Segment Start: Material to process
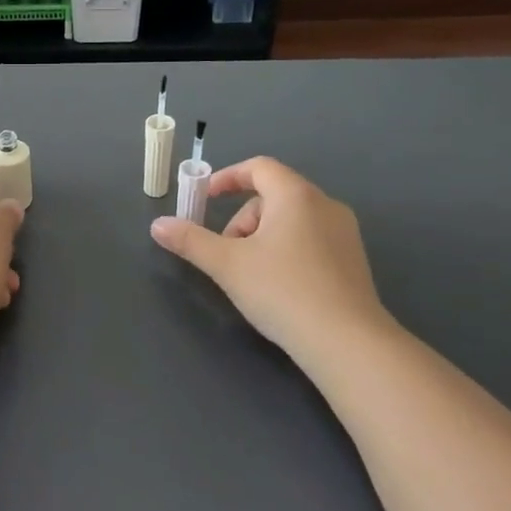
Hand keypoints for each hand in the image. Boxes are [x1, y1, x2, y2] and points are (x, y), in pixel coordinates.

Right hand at [149, 156, 390, 367]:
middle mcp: (325, 205)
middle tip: (227, 253)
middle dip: (242, 219)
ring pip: (291, 220)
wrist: (347, 343)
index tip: (205, 197)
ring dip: (262, 237)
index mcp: (296, 196)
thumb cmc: (282, 291)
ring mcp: (345, 234)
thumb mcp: (227, 265)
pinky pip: (310, 240)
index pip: (259, 167)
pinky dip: (286, 251)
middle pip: (273, 196)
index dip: (227, 177)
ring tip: (251, 275)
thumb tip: (158, 225)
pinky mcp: (353, 261)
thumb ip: (190, 240)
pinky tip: (279, 287)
Segment End: Material to process
▶ **Work order**: The number of lines in the data that hold "pinky" is all that should be given.

▶ **Result for this exercise**: 4